• Extracted information

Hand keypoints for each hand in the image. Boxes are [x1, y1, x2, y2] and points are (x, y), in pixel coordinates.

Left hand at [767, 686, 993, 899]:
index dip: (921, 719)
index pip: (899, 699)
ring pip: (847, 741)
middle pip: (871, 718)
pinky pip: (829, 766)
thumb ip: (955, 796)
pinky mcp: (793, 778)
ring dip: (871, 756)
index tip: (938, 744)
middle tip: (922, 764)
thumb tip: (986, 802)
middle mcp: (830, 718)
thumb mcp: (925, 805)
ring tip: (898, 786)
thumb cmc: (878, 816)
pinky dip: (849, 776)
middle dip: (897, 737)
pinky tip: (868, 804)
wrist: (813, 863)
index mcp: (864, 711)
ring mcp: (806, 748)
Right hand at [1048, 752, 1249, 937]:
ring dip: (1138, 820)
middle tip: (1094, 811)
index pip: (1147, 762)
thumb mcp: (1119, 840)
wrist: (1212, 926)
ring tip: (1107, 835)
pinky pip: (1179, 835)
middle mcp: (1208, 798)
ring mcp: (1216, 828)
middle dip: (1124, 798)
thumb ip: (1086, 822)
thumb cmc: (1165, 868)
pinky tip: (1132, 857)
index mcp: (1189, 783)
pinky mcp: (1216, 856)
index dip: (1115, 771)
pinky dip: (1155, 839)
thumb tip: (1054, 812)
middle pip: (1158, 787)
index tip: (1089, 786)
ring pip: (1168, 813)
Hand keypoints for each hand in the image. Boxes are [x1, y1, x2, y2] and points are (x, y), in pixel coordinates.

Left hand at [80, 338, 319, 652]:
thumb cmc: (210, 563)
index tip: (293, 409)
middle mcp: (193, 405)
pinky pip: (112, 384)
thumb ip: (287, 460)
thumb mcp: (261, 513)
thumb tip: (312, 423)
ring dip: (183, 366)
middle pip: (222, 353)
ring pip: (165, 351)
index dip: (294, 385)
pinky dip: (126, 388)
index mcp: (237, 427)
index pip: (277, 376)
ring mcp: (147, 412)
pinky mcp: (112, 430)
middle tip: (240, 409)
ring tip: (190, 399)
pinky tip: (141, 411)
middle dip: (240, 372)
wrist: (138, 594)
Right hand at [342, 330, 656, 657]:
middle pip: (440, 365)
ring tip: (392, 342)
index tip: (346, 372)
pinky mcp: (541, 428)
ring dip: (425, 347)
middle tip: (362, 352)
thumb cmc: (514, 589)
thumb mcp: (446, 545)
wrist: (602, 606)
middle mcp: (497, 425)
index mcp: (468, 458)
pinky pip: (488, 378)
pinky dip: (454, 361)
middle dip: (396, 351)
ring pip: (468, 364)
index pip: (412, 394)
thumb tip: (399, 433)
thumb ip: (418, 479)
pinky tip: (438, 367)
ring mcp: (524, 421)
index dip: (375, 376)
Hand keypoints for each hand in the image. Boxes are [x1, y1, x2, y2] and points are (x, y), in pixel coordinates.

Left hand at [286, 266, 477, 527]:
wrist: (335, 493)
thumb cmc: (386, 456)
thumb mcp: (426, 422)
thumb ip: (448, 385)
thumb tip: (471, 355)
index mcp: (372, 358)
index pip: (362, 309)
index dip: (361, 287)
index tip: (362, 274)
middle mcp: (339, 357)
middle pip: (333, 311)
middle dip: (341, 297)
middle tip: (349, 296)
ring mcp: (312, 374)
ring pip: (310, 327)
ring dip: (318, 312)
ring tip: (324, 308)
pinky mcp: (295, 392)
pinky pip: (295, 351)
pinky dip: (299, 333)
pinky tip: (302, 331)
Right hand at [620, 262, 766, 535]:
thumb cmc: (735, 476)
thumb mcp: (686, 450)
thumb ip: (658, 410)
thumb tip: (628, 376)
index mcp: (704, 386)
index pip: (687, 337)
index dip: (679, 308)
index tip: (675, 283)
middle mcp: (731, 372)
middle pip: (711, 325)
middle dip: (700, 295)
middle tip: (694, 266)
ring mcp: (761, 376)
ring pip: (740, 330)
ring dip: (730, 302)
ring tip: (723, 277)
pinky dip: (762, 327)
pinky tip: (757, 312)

• About this task
The whole listing above must be copied exactly.

• Answer to this task
Hand keypoints for each hand in the image. Boxes are [x1, y1, x2, y2] and points are (x, y), in pixel coordinates.

Left hand at [767, 686, 993, 899]:
index dip: (921, 719)
index pip: (899, 699)
ring pip: (847, 741)
middle pip: (871, 718)
pinky pip: (829, 766)
thumb ip: (955, 796)
pinky mcp: (793, 778)
ring dip: (871, 756)
index tip: (938, 744)
middle tip: (922, 764)
thumb tip: (986, 802)
middle mcp: (830, 718)
thumb mcp: (925, 805)
ring tip: (898, 786)
thumb cmc: (878, 816)
pinky dip: (849, 776)
middle dip: (897, 737)
pinky tip: (868, 804)
wrist: (813, 863)
index mcp: (864, 711)
ring mcp: (806, 748)
Right hand at [1048, 752, 1249, 937]:
ring dip: (1138, 820)
middle tip: (1094, 811)
index pip: (1147, 762)
thumb mcp: (1119, 840)
wrist: (1212, 926)
ring tip: (1107, 835)
pinky pip: (1179, 835)
middle mcp: (1208, 798)
ring mcp: (1216, 828)
middle dip: (1124, 798)
thumb ip: (1086, 822)
thumb cmc: (1165, 868)
pinky tip: (1132, 857)
index mcp: (1189, 783)
pinky mcp: (1216, 856)
index dip: (1115, 771)
pinky dip: (1155, 839)
thumb tip: (1054, 812)
middle pip: (1158, 787)
index tip: (1089, 786)
ring pip: (1168, 813)
Hand keypoints for each hand in the image. Boxes are [x1, y1, x2, y2] and points are (x, y), in pixel coordinates.

Left hand at [80, 338, 319, 652]:
thumb cmc: (210, 563)
index tip: (293, 409)
middle mcp: (193, 405)
pinky pip: (112, 384)
thumb ip: (287, 460)
thumb mcp: (261, 513)
thumb tip: (312, 423)
ring dip: (183, 366)
middle pip: (222, 353)
ring pip: (165, 351)
index dip: (294, 385)
pinky dip: (126, 388)
index mcp: (237, 427)
index pip: (277, 376)
ring mcp: (147, 412)
pinky mcp: (112, 430)
middle tip: (240, 409)
ring tip: (190, 399)
pinky tip: (141, 411)
middle dip: (240, 372)
wrist: (138, 594)
Right hand at [342, 330, 656, 657]:
middle pip: (440, 365)
ring tip: (392, 342)
index tip: (346, 372)
pinky mcp: (541, 428)
ring dip: (425, 347)
middle tip: (362, 352)
thumb cmc: (514, 589)
thumb mcp: (446, 545)
wrist: (602, 606)
middle mcp: (497, 425)
index mcp: (468, 458)
pinky pip: (488, 378)
pinky dip: (454, 361)
middle dip: (396, 351)
ring pip: (468, 364)
index pip: (412, 394)
thumb tip: (399, 433)
thumb ip: (418, 479)
pinky tip: (438, 367)
ring mcp: (524, 421)
index dip: (375, 376)
Hand keypoints for each hand in the image. Boxes are [x1, y1, x2, y2] and points are (x, y), in pixel coordinates.

Left hand at [286, 266, 477, 527]:
wrist: (335, 493)
thumb cmc: (386, 456)
thumb mcp: (426, 422)
thumb ip: (448, 385)
thumb tip: (471, 355)
index mcp: (372, 358)
index pip: (362, 309)
index dip: (361, 287)
index tip: (362, 274)
middle mcp: (339, 357)
middle pip: (333, 311)
middle dip: (341, 297)
middle tip: (349, 296)
ring mcp: (312, 374)
ring pip: (310, 327)
ring dip: (318, 312)
ring tip: (324, 308)
pinky mcp: (295, 392)
pinky pip: (295, 351)
pinky dip: (299, 333)
pinky tip: (302, 331)
Right hand at [620, 262, 766, 535]:
thumb cmc: (735, 476)
thumb mcp: (686, 450)
thumb ip: (658, 410)
thumb tip: (628, 376)
index mcp: (704, 386)
index pip: (687, 337)
index dip: (679, 308)
index tip: (675, 283)
middle mcp: (731, 372)
middle pip: (711, 325)
middle dip: (700, 295)
middle tip: (694, 266)
ring mcp: (761, 376)
ring pip: (740, 330)
ring dip: (730, 302)
ring tip: (723, 277)
pinky dip: (762, 327)
pinky tip: (757, 312)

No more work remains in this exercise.